Katharina Fuchs erzählt die Geschichte aus den zwei unterschiedlichen Perspektiven der beiden Mädchen. Man ist beiden daher sehr nah und gemeinsam mit dem mitreißenden, besonders emotionalen Schreibstils der Autorin kann man hier so richtig mitleiden, mitfiebern und mitleiden. Schon auf den ersten Seiten hatte sie mich direkt in ihren Fängen und lange habe ich Buchseiten nicht mehr in einem solchen Rekordtempo verschlungen. Ich war emotional völlig gefangen, habe die Geschichte mit den beiden Mädchen mitgelebt. Ich habe beim Lesen stellenweise fast selbst tiefen Schmerz empfunden, wenn es heißt „Doch ihr blieb die Luft weg, als Hartung sich plötzlich ohne Vorwarnung mit großer Wucht und seinem gesamten Gewicht auf ihre Knie stemmte.
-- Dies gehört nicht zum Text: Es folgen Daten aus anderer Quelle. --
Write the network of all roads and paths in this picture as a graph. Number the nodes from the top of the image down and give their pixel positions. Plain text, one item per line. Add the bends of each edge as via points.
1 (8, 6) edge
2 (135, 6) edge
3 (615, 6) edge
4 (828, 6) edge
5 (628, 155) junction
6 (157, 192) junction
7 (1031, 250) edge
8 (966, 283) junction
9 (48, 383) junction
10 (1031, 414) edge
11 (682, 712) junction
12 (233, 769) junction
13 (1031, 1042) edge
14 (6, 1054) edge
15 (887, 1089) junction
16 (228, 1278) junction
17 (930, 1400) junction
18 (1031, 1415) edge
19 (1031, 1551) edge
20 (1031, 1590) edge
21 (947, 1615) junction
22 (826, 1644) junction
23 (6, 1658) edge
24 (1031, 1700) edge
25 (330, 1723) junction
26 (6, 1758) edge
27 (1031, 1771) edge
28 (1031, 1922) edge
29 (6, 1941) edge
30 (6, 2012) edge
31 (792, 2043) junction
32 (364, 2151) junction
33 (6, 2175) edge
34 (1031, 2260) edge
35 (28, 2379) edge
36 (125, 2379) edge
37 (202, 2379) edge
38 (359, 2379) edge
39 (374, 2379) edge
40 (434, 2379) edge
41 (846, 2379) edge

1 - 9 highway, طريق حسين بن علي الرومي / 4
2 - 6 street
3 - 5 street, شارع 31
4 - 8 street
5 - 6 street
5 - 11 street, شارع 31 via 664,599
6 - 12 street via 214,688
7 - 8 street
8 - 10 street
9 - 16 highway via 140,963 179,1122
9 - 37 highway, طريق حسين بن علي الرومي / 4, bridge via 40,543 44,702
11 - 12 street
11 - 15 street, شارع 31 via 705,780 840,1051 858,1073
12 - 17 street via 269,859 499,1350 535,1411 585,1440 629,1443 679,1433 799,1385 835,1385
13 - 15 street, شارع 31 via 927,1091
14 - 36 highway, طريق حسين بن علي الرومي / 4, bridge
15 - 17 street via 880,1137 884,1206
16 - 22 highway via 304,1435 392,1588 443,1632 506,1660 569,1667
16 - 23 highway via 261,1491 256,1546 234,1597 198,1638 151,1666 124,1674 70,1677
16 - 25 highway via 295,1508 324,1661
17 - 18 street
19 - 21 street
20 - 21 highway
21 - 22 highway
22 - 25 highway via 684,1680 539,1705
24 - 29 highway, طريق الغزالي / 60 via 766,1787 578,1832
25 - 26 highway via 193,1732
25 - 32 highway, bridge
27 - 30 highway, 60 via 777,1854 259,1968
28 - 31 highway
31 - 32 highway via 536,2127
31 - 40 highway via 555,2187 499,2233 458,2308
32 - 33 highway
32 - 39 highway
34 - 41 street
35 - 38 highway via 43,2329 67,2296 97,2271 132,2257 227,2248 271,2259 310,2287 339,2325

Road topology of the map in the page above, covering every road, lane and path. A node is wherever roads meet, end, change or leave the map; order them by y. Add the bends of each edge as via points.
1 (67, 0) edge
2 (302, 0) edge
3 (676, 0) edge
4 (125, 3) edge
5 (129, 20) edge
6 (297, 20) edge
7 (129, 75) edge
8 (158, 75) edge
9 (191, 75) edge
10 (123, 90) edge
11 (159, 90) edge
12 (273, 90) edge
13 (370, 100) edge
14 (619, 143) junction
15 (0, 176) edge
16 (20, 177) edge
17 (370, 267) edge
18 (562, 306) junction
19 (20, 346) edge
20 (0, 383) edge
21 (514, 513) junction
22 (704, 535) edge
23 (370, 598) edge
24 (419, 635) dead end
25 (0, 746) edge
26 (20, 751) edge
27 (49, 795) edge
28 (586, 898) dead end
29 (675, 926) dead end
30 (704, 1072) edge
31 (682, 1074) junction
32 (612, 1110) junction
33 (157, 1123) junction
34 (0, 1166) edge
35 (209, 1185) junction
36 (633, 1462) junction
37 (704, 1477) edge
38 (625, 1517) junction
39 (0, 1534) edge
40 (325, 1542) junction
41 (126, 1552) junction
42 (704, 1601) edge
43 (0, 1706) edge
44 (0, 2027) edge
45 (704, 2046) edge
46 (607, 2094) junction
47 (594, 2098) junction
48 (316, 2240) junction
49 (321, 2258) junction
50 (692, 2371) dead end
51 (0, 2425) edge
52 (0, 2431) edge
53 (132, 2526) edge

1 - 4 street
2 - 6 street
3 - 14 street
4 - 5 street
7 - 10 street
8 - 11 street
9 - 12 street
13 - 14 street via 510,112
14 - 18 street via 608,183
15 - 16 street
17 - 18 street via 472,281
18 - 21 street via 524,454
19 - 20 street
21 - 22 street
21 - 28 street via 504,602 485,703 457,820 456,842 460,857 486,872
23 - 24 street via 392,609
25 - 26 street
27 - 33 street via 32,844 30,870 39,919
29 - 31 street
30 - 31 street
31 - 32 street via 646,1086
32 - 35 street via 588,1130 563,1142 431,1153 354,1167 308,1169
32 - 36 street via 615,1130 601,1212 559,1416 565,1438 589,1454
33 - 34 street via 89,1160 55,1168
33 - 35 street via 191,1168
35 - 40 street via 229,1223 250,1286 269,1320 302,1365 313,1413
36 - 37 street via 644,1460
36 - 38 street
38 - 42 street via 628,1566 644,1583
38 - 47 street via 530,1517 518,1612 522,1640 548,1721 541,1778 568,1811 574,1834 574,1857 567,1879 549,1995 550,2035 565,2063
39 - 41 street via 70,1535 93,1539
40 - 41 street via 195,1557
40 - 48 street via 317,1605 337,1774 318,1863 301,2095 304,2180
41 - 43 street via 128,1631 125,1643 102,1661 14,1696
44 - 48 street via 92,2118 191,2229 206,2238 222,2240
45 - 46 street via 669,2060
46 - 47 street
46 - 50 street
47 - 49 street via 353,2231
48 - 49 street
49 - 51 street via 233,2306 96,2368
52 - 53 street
Sie schrie gellend auf, während er ihre Bänder sekundenlang weit überdehnte. Während sie glaubte, vor Schmerzen ohnmächtig zu werden, sah sie durch einen Nebel, ganz nah über sich, das Gesicht von Frau Bauer, in dem ein vollkommen unbeteiligter Ausdruck lag.“, was dann zudem lediglich mit »Na also. Jetzt hast du Säbelbeine, Magold, wie es sich für eine Kunstturnerin gehört.«, kommentiert wird oder auch wenn sie so brutal trotz stundenlangem täglichen Training auf 950 kcal gesetzt wird, habe ich nicht nur einmal selbst Magenknurren bekommen. Auch Angelikas Begeisterung fürs Fotografieren ist z.B. regelrecht auf mich übergesprungen, überlege ich mir doch nun ernsthaft auch eine Kamera anzuschaffen. Gut hat mir zudem gefallen, dass ich auch hin und wieder schmunzeln durfte. Ganz besonders in Erinnerung ist mir sicher noch die witzige Szene mit den Tücken der modernen elektrischen Erfindungen, wie z.B. der Trockenhaube, „Die toupierte Lockenfrisur der Kundin, die eben noch adrett ihr Gesicht eingerahmt hatte, wurde in alle Richtungen gezerrt und stand der Dame plötzlich zu Berge. Sie stieß einen schrillen Schrei aus.“, wenn man die noch nicht richtig zu bedienen weiß. Kein Wunder, dass mancher da noch skeptisch war.

Christine, Angelika, ich glaube ich habe so viel geschwärmt, wie sehr ich mit den beiden Mädchen, später jungen Frauen gefiebert, gelitten und gelebt habe, dass sich erübrigt zu betonen, wie grandios, authentisch und real sie gezeichnet sind. Richtig gut ist der Autorin auch gelungen mit ihrer, übrigen, ebenfalls großartigen, Figurenzeichnung einen Querschnitt durch die damalige Bevölkerung abzubilden, beim aufgeschlossenen, warmherzigen Papa von Angelika angefangen, über den, um seine in der DDR verbleibende Familie trauernden Republikflüchtling und im Gegensatz dazu, die von der Ideologie der DDR völlig überzeugte Mutter von Christine, bis hin zum in Traditionen verharrenden Kollegen, der meint »Seit wann sitzen hier Fotografen mit am Tisch und noch dazu Frauen?«, hörte sie den älteren Journalisten mit den Schuppen murmeln.

Alles in allem ein besonders emotional erzähltes, packendes und mitreißendes Stück deutsch-deutscher Geschichte, aufgezeigt an zwei Frauenschicksalen, das einen nicht kalt lassen kann. Für mich ein weiteres Lesehighlight aus der Feder von Katharina Fuchs. Begeisterte fünf Sterne.